* **ACTIVITY**
Taking the records line by line, how many lines contain the word "main"? Answer with the number only.

EXERCISE DATA Start Marker

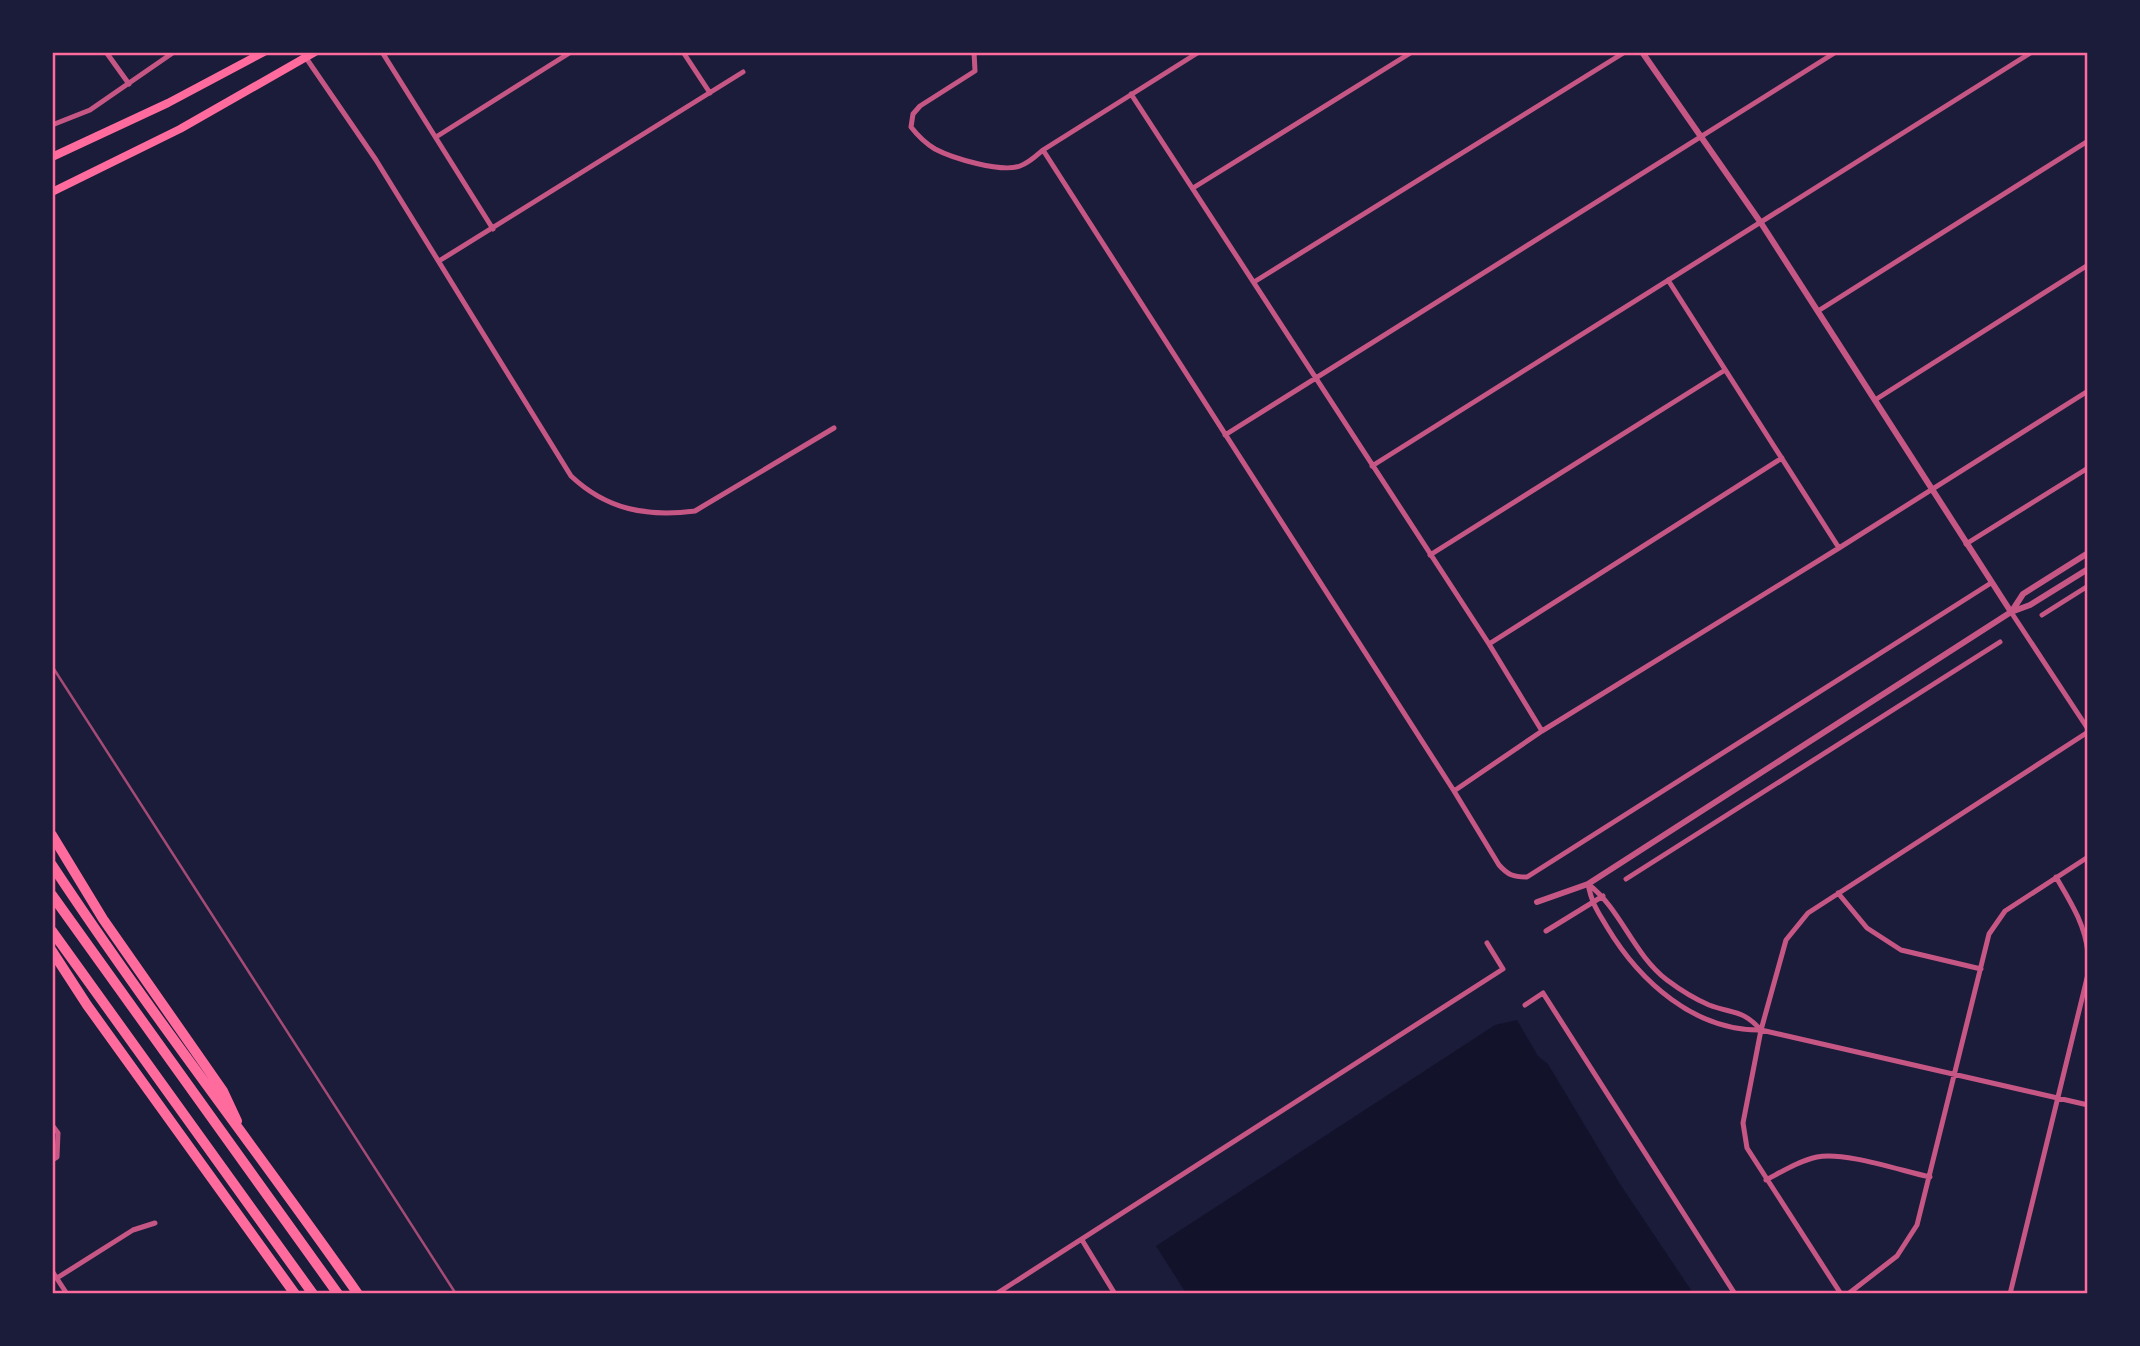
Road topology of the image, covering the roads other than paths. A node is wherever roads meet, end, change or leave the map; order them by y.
1 (106, 52) edge
2 (174, 52) edge
3 (264, 52) edge
4 (315, 52) edge
5 (382, 52) edge
6 (571, 52) edge
7 (683, 52) edge
8 (974, 52) edge
9 (1183, 52) edge
10 (1199, 52) edge
11 (1412, 52) edge
12 (1625, 52) edge
13 (1642, 52) edge
14 (1836, 52) edge
15 (2032, 52) edge
16 (304, 55) edge
17 (1188, 59) junction
18 (743, 72) dead end
19 (129, 84) junction
20 (710, 93) junction
21 (1132, 94) junction
22 (52, 125) edge
23 (436, 137) junction
24 (1702, 137) junction
25 (2088, 141) edge
26 (1043, 150) junction
27 (52, 157) edge
28 (1193, 188) junction
29 (52, 192) edge
30 (1761, 223) junction
31 (493, 229) junction
32 (439, 261) junction
33 (2088, 265) edge
34 (1668, 280) junction
35 (1254, 282) junction
36 (1818, 311) junction
37 (1725, 370) junction
38 (1315, 380) junction
39 (2088, 391) edge
40 (1875, 400) junction
41 (834, 428) dead end
42 (1225, 435) junction
43 (1782, 458) junction
44 (1372, 466) junction
45 (2088, 468) edge
46 (1932, 489) junction
47 (1966, 544) junction
48 (1839, 548) junction
49 (2088, 553) edge
50 (1430, 555) junction
51 (2088, 569) edge
52 (1991, 583) junction
53 (2088, 586) edge
54 (2011, 612) junction
55 (2042, 615) dead end
56 (2000, 642) dead end
57 (1489, 644) junction
58 (1542, 731) junction
59 (2088, 731) edge
60 (1454, 791) junction
61 (52, 835) edge
62 (2088, 857) edge
63 (52, 865) edge
64 (2056, 877) junction
65 (1626, 879) dead end
66 (1588, 884) junction
67 (1838, 893) junction
68 (52, 895) edge
69 (1603, 896) junction
70 (1537, 902) dead end
71 (1592, 903) junction
72 (52, 931) edge
73 (1546, 931) dead end
74 (1487, 943) dead end
75 (52, 951) edge
76 (2088, 953) edge
77 (52, 964) edge
78 (1981, 969) junction
79 (2088, 974) edge
80 (1525, 1004) dead end
81 (87, 1005) junction
82 (1762, 1030) junction
83 (1956, 1074) junction
84 (2058, 1097) junction
85 (2088, 1105) edge
86 (52, 1125) edge
87 (244, 1138) junction
88 (55, 1158) edge
89 (1930, 1177) junction
90 (1766, 1180) junction
91 (155, 1223) dead end
92 (1082, 1240) junction
93 (52, 1272) edge
94 (57, 1278) junction
95 (67, 1293) edge
96 (295, 1293) edge
97 (313, 1293) edge
98 (338, 1293) edge
99 (358, 1293) edge
100 (996, 1293) edge
101 (1115, 1293) edge
102 (1735, 1293) edge
103 (1841, 1293) edge
104 (1848, 1293) edge
105 (2010, 1293) edge

1 - 19 street
2 - 19 street
3 - 27 main road
4 - 16 main road
5 - 23 street
6 - 23 street
7 - 20 street
8 - 26 street
9 - 17 street
10 - 17 street
11 - 28 street
12 - 35 street
13 - 24 street
14 - 24 street
15 - 30 street
16 - 29 main road
16 - 32 street
17 - 21 street
18 - 20 street
19 - 22 street
20 - 31 street
21 - 26 street
21 - 28 street
23 - 31 street
24 - 30 street
24 - 38 street
25 - 36 street
26 - 42 street
28 - 35 street
30 - 34 street
30 - 36 street
31 - 32 street
32 - 41 street
33 - 40 street
34 - 37 street
34 - 44 street
35 - 38 street
36 - 40 street
37 - 43 street
37 - 50 street
38 - 42 street
38 - 44 street
39 - 46 street
40 - 46 street
42 - 60 street
43 - 48 street
43 - 57 street
44 - 50 street
45 - 47 street
46 - 47 street
46 - 48 street
47 - 52 street
48 - 58 street
49 - 54 street
50 - 57 street
51 - 54 street
52 - 54 street
52 - 60 street
53 - 55 street
54 - 59 street
54 - 66 street
56 - 65 street
57 - 58 street
58 - 60 street
59 - 67 street
61 - 87 highway
62 - 64 street
63 - 87 highway
64 - 76 street
64 - 78 street
66 - 69 street
66 - 70 street
66 - 71 street
67 - 78 street
67 - 82 street
68 - 98 highway
69 - 71 street
69 - 82 street
71 - 73 street
71 - 82 street
72 - 97 highway
74 - 92 street
75 - 81 highway
77 - 81 highway
78 - 83 street
79 - 84 street
80 - 102 street
81 - 96 highway
82 - 83 street
82 - 90 street
83 - 84 street
83 - 89 street
84 - 85 street
84 - 105 street
86 - 88 street
87 - 99 highway
89 - 90 street
89 - 104 street
90 - 103 street
91 - 94 street
92 - 100 street
92 - 101 street
93 - 94 street
94 - 95 street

EXERCISE DATA End Marker

* **SOLUTION FOR THIS EXERCISE**
3